Già, non basta dirle le cose perché accadano. Nella fattispecie non basta parlare, ragionare, dissertare di comunità murialdina perché questa esista. Bisogna costruirla mattone dopo mattone, con pazienza e costanza, avendo ben chiaro ciò che si vuole e perché lo si vuole.
Il perché è presto detto ed è espresso in modo molto chiaro nella Regola dei Giuseppini (Dir. 40): “La ricchezza del carisma del Murialdo si manifesta in pienezza quando si concretizza nei diversi modi di vivere la vita cristiana e fa maturare una comunione di vocazioni”. È la comunione il valore da far emergere e testimoniare.
Più difficile risulta predeterminare “che cosa” si vuole e le risorse cui attingere per realizzarla, anche se a fondamento della costruzione deve esserci la volontà.

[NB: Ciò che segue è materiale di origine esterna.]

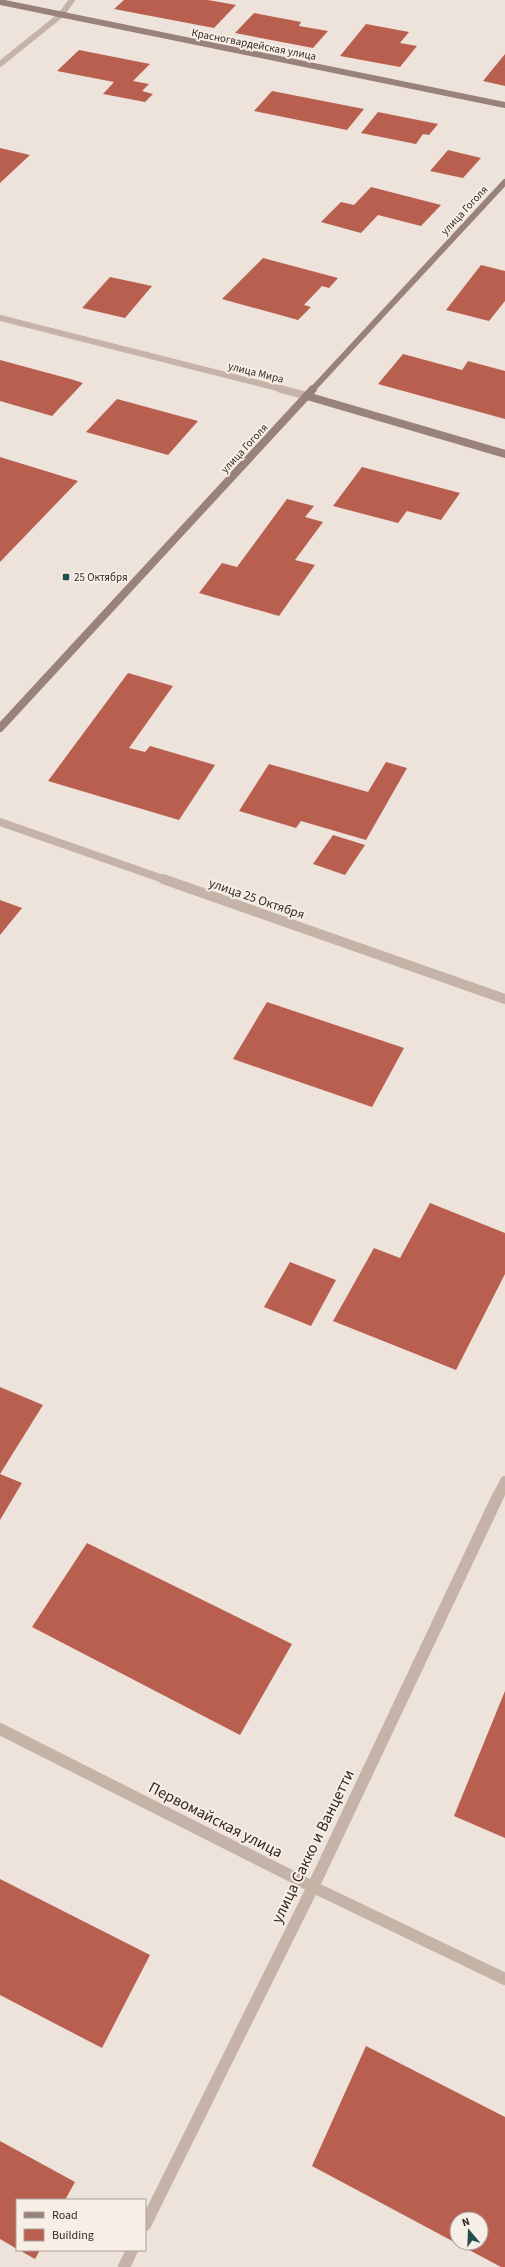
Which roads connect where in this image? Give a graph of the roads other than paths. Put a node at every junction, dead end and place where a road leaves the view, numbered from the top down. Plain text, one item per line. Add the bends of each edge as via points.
1 (72, 0) edge
2 (0, 2) edge
3 (61, 15) junction
4 (0, 64) edge
5 (505, 105) edge
6 (505, 182) edge
7 (0, 318) edge
8 (307, 396) junction
9 (505, 454) edge
10 (0, 728) edge
11 (0, 822) edge
12 (505, 999) edge
13 (505, 1481) edge
14 (0, 1729) edge
15 (313, 1887) junction
16 (505, 1979) edge
17 (146, 2223) edge
18 (132, 2251) edge
19 (124, 2267) edge

1 - 3 street
2 - 3 main road, Красногвардейская улица
3 - 4 street
3 - 5 main road, Красногвардейская улица
6 - 8 main road, улица Гоголя
7 - 8 street, улица Мира
8 - 9 main road, улица Мира
8 - 10 main road, улица Гоголя
11 - 12 street, улица 25 Октября
13 - 15 street, улица Сакко и Ванцетти
14 - 15 street, Первомайская улица
15 - 16 street, Первомайская улица
15 - 17 street, улица Сакко и Ванцетти
18 - 19 street

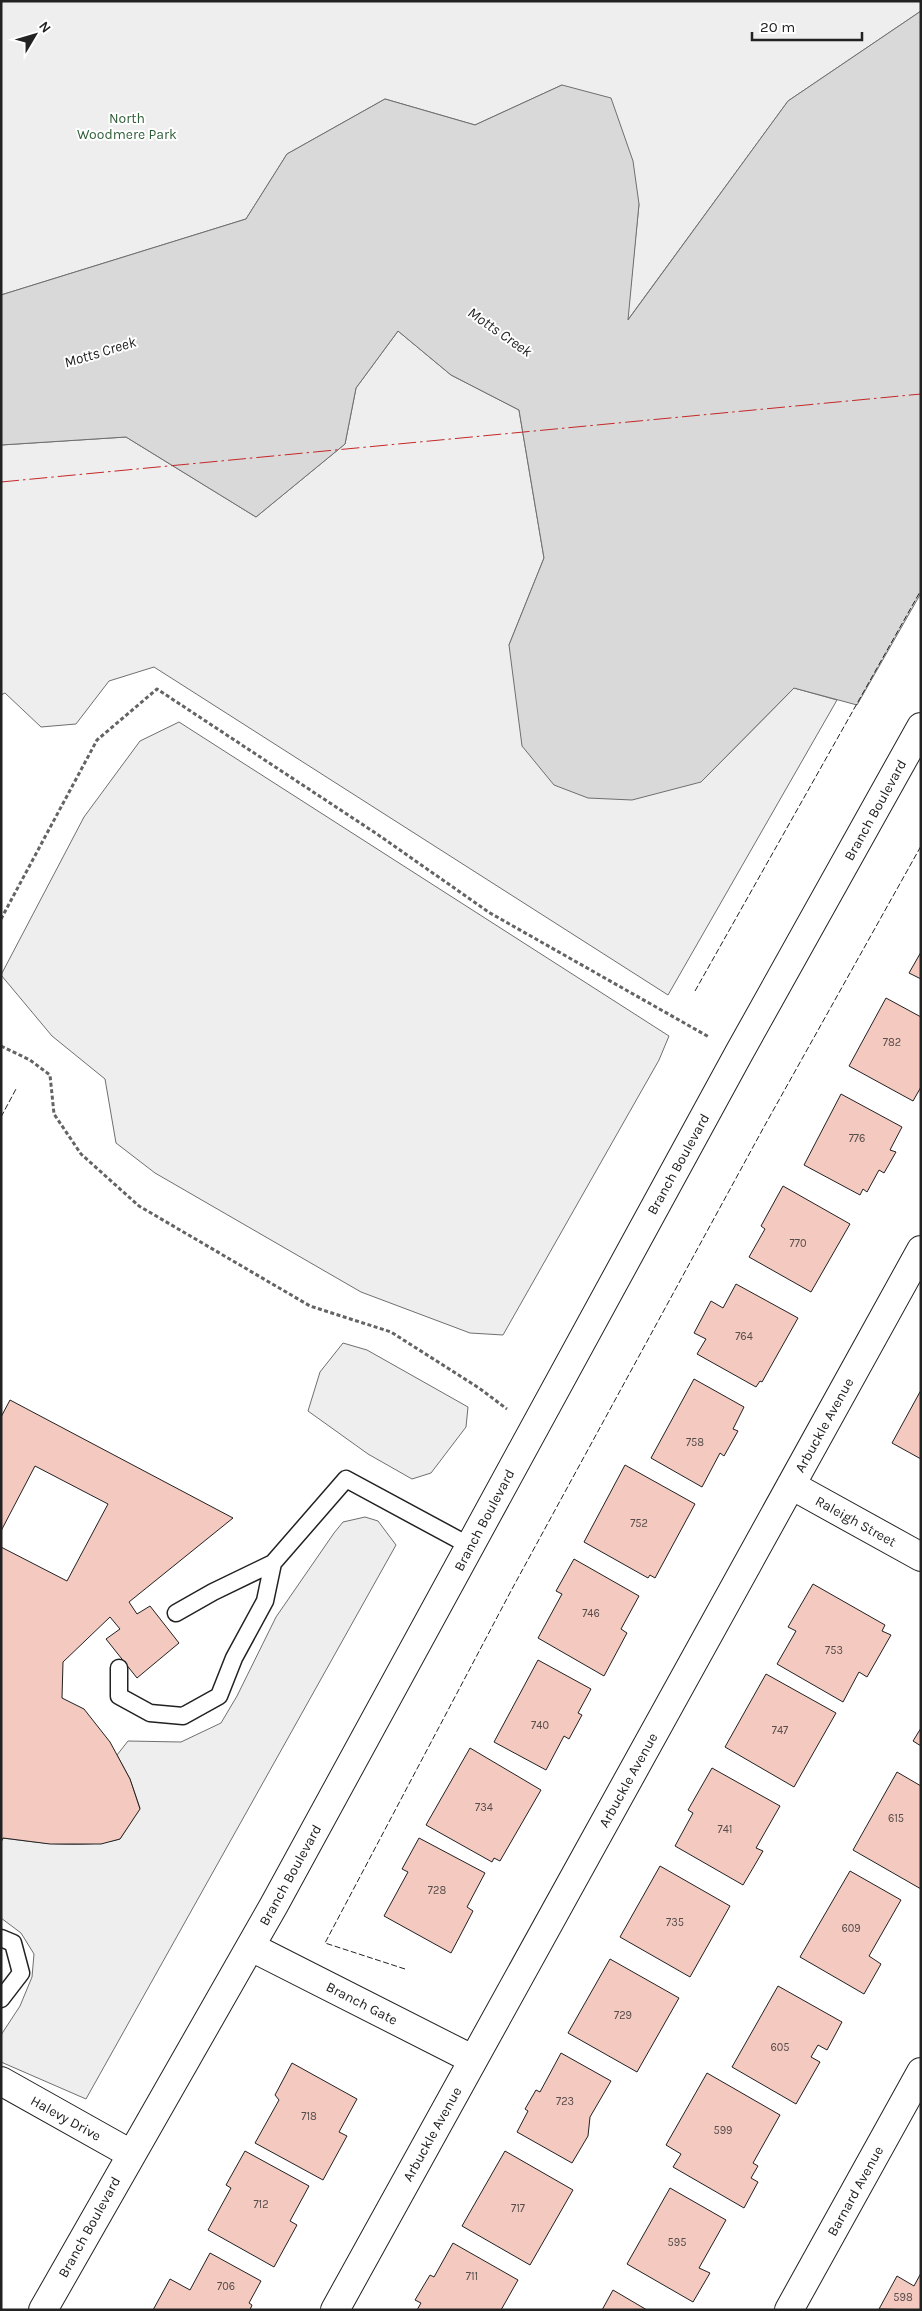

Volere la comunità murialdina, volerla con la dovuta energia e con un pizzico di idealità, fa intraprendere strade forse inesplorate, scoprire energie forse non adeguatamente mai valorizzate, aprirsi alla fiducia, senza lasciarci demolire dai primi insuccessi, o dalla fatica del dono reciproco.
Ritengo che la costruzione della comunità murialdina sia una sfida entusiasmante, anche se faticosa e magari con qualche insidia. Lo so: sono un po’ idealista, perdonate. Una sfida però cui bisogna metter mano e non liquidare ritenendola un sogno irrealizzabile o, peggio, qualcosa di deleterio ai fini di un apostolato veramente efficiente; un eccesso di promiscuità da guardare quanto meno con sospetto.
Lasciatemi concludere con una espressione che mi porto dentro da quando l’ho letta. “Ogni ostacolo, ogni muro di mattoni, è lì per un motivo preciso. Non è lì per escluderci da qualcosa, ma per offrirci la possibilità di dimostrare in che misura ci teniamo. I muri di mattoni sono lì per fermare le persone che non hanno abbastanza voglia di superarlo. Sono lì per fermare gli altri". (Randy Pausch, L’ultima lezione). E chi scriveva queste cose era un uomo cui era stato diagnosticato dai tre ai sei mesi di vita. A noi quanto tempo è dato? Val la pena forse provare.